[Opening Material for the task section]

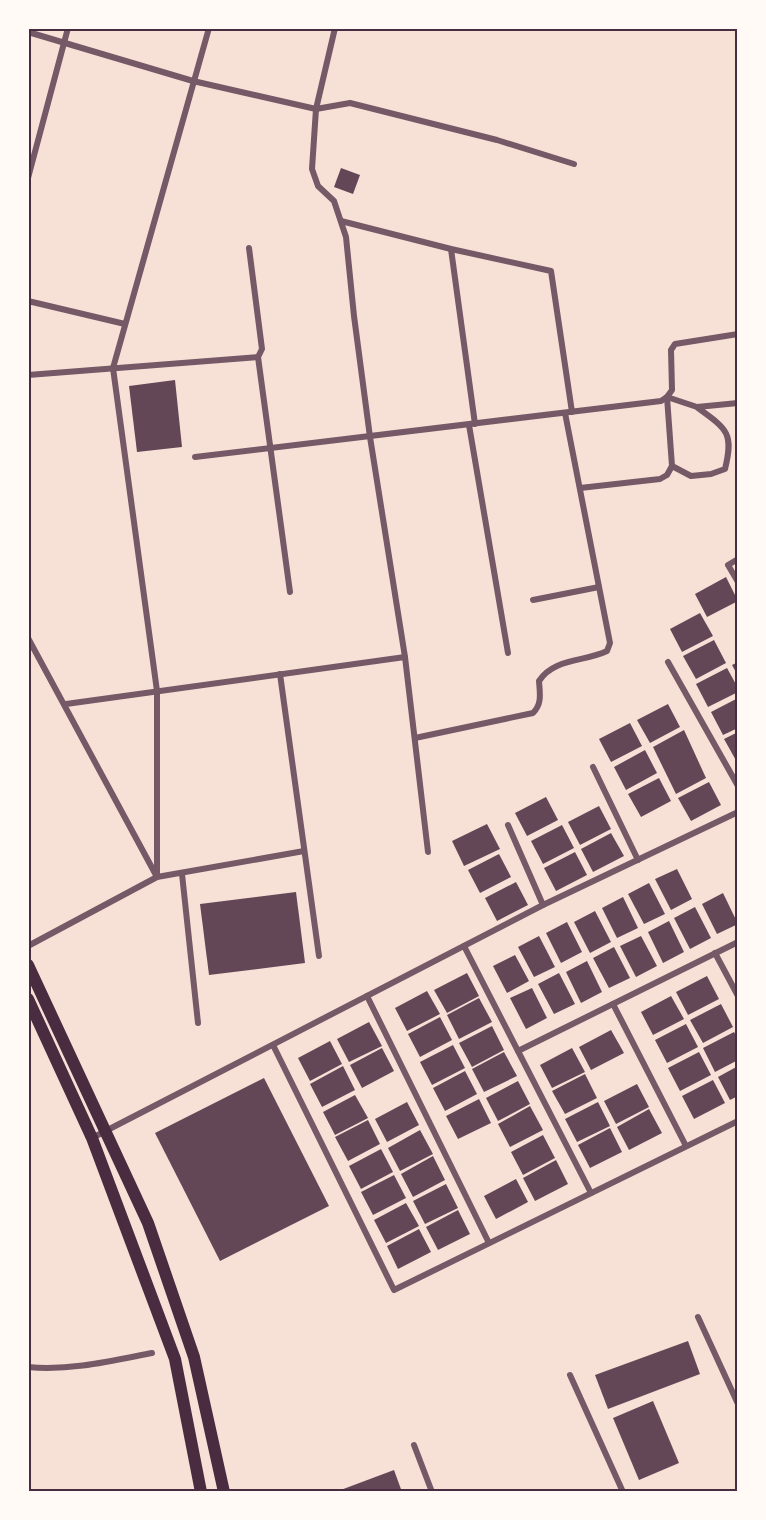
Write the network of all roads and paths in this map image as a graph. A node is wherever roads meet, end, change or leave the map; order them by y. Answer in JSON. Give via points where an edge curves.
{"nodes":[{"id":1,"x":68,"y":28,"type":"edge"},
{"id":2,"x":209,"y":28,"type":"edge"},
{"id":3,"x":335,"y":28,"type":"edge"},
{"id":4,"x":28,"y":32,"type":"edge"},
{"id":5,"x":64,"y":42,"type":"junction"},
{"id":6,"x":193,"y":81,"type":"junction"},
{"id":7,"x":316,"y":109,"type":"junction"},
{"id":8,"x":574,"y":164,"type":"dead end"},
{"id":9,"x":30,"y":165,"type":"edge"},
{"id":10,"x":28,"y":178,"type":"edge"},
{"id":11,"x":341,"y":221,"type":"junction"},
{"id":12,"x":249,"y":248,"type":"dead end"},
{"id":13,"x":451,"y":249,"type":"junction"},
{"id":14,"x":28,"y":301,"type":"edge"},
{"id":15,"x":125,"y":324,"type":"junction"},
{"id":16,"x":738,"y":334,"type":"edge"},
{"id":17,"x":258,"y":357,"type":"junction"},
{"id":18,"x":113,"y":368,"type":"junction"},
{"id":19,"x":28,"y":375,"type":"edge"},
{"id":20,"x":668,"y":397,"type":"junction"},
{"id":21,"x":738,"y":403,"type":"edge"},
{"id":22,"x":698,"y":407,"type":"junction"},
{"id":23,"x":568,"y":413,"type":"junction"},
{"id":24,"x":472,"y":424,"type":"junction"},
{"id":25,"x":370,"y":437,"type":"junction"},
{"id":26,"x":270,"y":448,"type":"junction"},
{"id":27,"x":195,"y":457,"type":"dead end"},
{"id":28,"x":672,"y":466,"type":"junction"},
{"id":29,"x":580,"y":488,"type":"junction"},
{"id":30,"x":738,"y":559,"type":"edge"},
{"id":31,"x":738,"y":582,"type":"edge"},
{"id":32,"x":599,"y":587,"type":"junction"},
{"id":33,"x":290,"y":592,"type":"dead end"},
{"id":34,"x":533,"y":600,"type":"dead end"},
{"id":35,"x":28,"y":638,"type":"edge"},
{"id":36,"x":508,"y":653,"type":"dead end"},
{"id":37,"x":405,"y":657,"type":"junction"},
{"id":38,"x":668,"y":662,"type":"dead end"},
{"id":39,"x":280,"y":674,"type":"junction"},
{"id":40,"x":157,"y":691,"type":"junction"},
{"id":41,"x":66,"y":704,"type":"junction"},
{"id":42,"x":415,"y":738,"type":"junction"},
{"id":43,"x":593,"y":767,"type":"dead end"},
{"id":44,"x":738,"y":786,"type":"edge"},
{"id":45,"x":738,"y":812,"type":"edge"},
{"id":46,"x":508,"y":825,"type":"dead end"},
{"id":47,"x":304,"y":851,"type":"junction"},
{"id":48,"x":428,"y":852,"type":"dead end"},
{"id":49,"x":638,"y":860,"type":"junction"},
{"id":50,"x":182,"y":874,"type":"junction"},
{"id":51,"x":157,"y":877,"type":"junction"},
{"id":52,"x":543,"y":905,"type":"junction"},
{"id":53,"x":738,"y":942,"type":"edge"},
{"id":54,"x":28,"y":946,"type":"edge"},
{"id":55,"x":464,"y":946,"type":"junction"},
{"id":56,"x":715,"y":953,"type":"junction"},
{"id":57,"x":319,"y":956,"type":"dead end"},
{"id":58,"x":28,"y":965,"type":"edge"},
{"id":59,"x":367,"y":996,"type":"junction"},
{"id":60,"x":738,"y":996,"type":"edge"},
{"id":61,"x":28,"y":999,"type":"edge"},
{"id":62,"x":613,"y":1004,"type":"junction"},
{"id":63,"x":198,"y":1023,"type":"dead end"},
{"id":64,"x":273,"y":1045,"type":"junction"},
{"id":65,"x":518,"y":1051,"type":"junction"},
{"id":66,"x":738,"y":1121,"type":"edge"},
{"id":67,"x":107,"y":1131,"type":"junction"},
{"id":68,"x":92,"y":1138,"type":"junction"},
{"id":69,"x":686,"y":1146,"type":"junction"},
{"id":70,"x":591,"y":1193,"type":"junction"},
{"id":71,"x":489,"y":1243,"type":"junction"},
{"id":72,"x":698,"y":1317,"type":"dead end"},
{"id":73,"x":152,"y":1353,"type":"dead end"},
{"id":74,"x":28,"y":1367,"type":"edge"},
{"id":75,"x":570,"y":1376,"type":"dead end"},
{"id":76,"x":738,"y":1404,"type":"edge"},
{"id":77,"x":414,"y":1445,"type":"dead end"},
{"id":78,"x":201,"y":1491,"type":"edge"},
{"id":79,"x":224,"y":1491,"type":"edge"},
{"id":80,"x":432,"y":1491,"type":"edge"},
{"id":81,"x":622,"y":1491,"type":"edge"}],
"edges":[{"from":1,"to":5,"type":"street"},
{"from":2,"to":6,"type":"street"},
{"from":3,"to":7,"type":"street"},
{"from":4,"to":5,"type":"street"},
{"from":5,"to":6,"type":"street"},
{"from":5,"to":9,"type":"street"},
{"from":6,"to":7,"type":"street"},
{"from":6,"to":15,"type":"street"},
{"from":7,"to":8,"type":"street","via":[[350,103]]},
{"from":7,"to":11,"type":"street","via":[[312,169],[318,186],[334,201]]},
{"from":9,"to":10,"type":"street"},
{"from":11,"to":13,"type":"street"},
{"from":11,"to":25,"type":"street"},
{"from":12,"to":17,"type":"street","via":[[262,349]]},
{"from":13,"to":23,"type":"street","via":[[551,271]]},
{"from":13,"to":24,"type":"street"},
{"from":14,"to":15,"type":"street"},
{"from":15,"to":18,"type":"street"},
{"from":16,"to":20,"type":"street","via":[[672,346],[672,390]]},
{"from":17,"to":18,"type":"street"},
{"from":17,"to":26,"type":"street"},
{"from":18,"to":19,"type":"street"},
{"from":18,"to":40,"type":"street"},
{"from":20,"to":22,"type":"street"},
{"from":20,"to":23,"type":"street"},
{"from":20,"to":28,"type":"street"},
{"from":21,"to":22,"type":"street"},
{"from":22,"to":28,"type":"street","via":[[729,435],[726,469],[691,476]]},
{"from":23,"to":24,"type":"street"},
{"from":23,"to":29,"type":"street"},
{"from":24,"to":25,"type":"street"},
{"from":24,"to":36,"type":"street"},
{"from":25,"to":26,"type":"street"},
{"from":25,"to":37,"type":"street"},
{"from":26,"to":27,"type":"street"},
{"from":26,"to":33,"type":"street"},
{"from":28,"to":29,"type":"street","via":[[660,479]]},
{"from":29,"to":32,"type":"street"},
{"from":30,"to":31,"type":"street","via":[[728,565]]},
{"from":32,"to":34,"type":"street"},
{"from":32,"to":42,"type":"street","via":[[610,643],[607,651],[549,669],[539,681],[540,701],[533,713]]},
{"from":35,"to":41,"type":"street"},
{"from":37,"to":39,"type":"street"},
{"from":37,"to":42,"type":"street"},
{"from":38,"to":44,"type":"street"},
{"from":39,"to":40,"type":"street"},
{"from":39,"to":47,"type":"street"},
{"from":40,"to":41,"type":"street"},
{"from":40,"to":51,"type":"street"},
{"from":41,"to":51,"type":"street"},
{"from":42,"to":48,"type":"street"},
{"from":43,"to":49,"type":"street"},
{"from":45,"to":49,"type":"street"},
{"from":46,"to":52,"type":"street"},
{"from":47,"to":50,"type":"street"},
{"from":47,"to":57,"type":"street"},
{"from":49,"to":52,"type":"street"},
{"from":50,"to":51,"type":"street"},
{"from":50,"to":63,"type":"street"},
{"from":51,"to":54,"type":"street"},
{"from":52,"to":55,"type":"street"},
{"from":53,"to":56,"type":"street"},
{"from":55,"to":59,"type":"street"},
{"from":55,"to":65,"type":"street"},
{"from":56,"to":60,"type":"street"},
{"from":56,"to":62,"type":"street"},
{"from":58,"to":67,"type":"main road"},
{"from":59,"to":64,"type":"street"},
{"from":59,"to":71,"type":"street"},
{"from":61,"to":68,"type":"main road"},
{"from":62,"to":65,"type":"street"},
{"from":62,"to":69,"type":"street"},
{"from":64,"to":67,"type":"street"},
{"from":64,"to":71,"type":"street","via":[[394,1290]]},
{"from":65,"to":70,"type":"street"},
{"from":66,"to":69,"type":"street"},
{"from":67,"to":68,"type":"street"},
{"from":67,"to":79,"type":"main road","via":[[148,1223],[194,1357]]},
{"from":68,"to":78,"type":"main road","via":[[175,1359]]},
{"from":69,"to":70,"type":"street"},
{"from":70,"to":71,"type":"street"},
{"from":72,"to":76,"type":"street"},
{"from":73,"to":74,"type":"street","via":[[83,1366]]},
{"from":75,"to":81,"type":"street"},
{"from":77,"to":80,"type":"street"}]}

[Closing Material for the task section]

Task instructions: State the number of lines in the preceding entries that include the word "main". Provide nothing else.

Worked solution: 4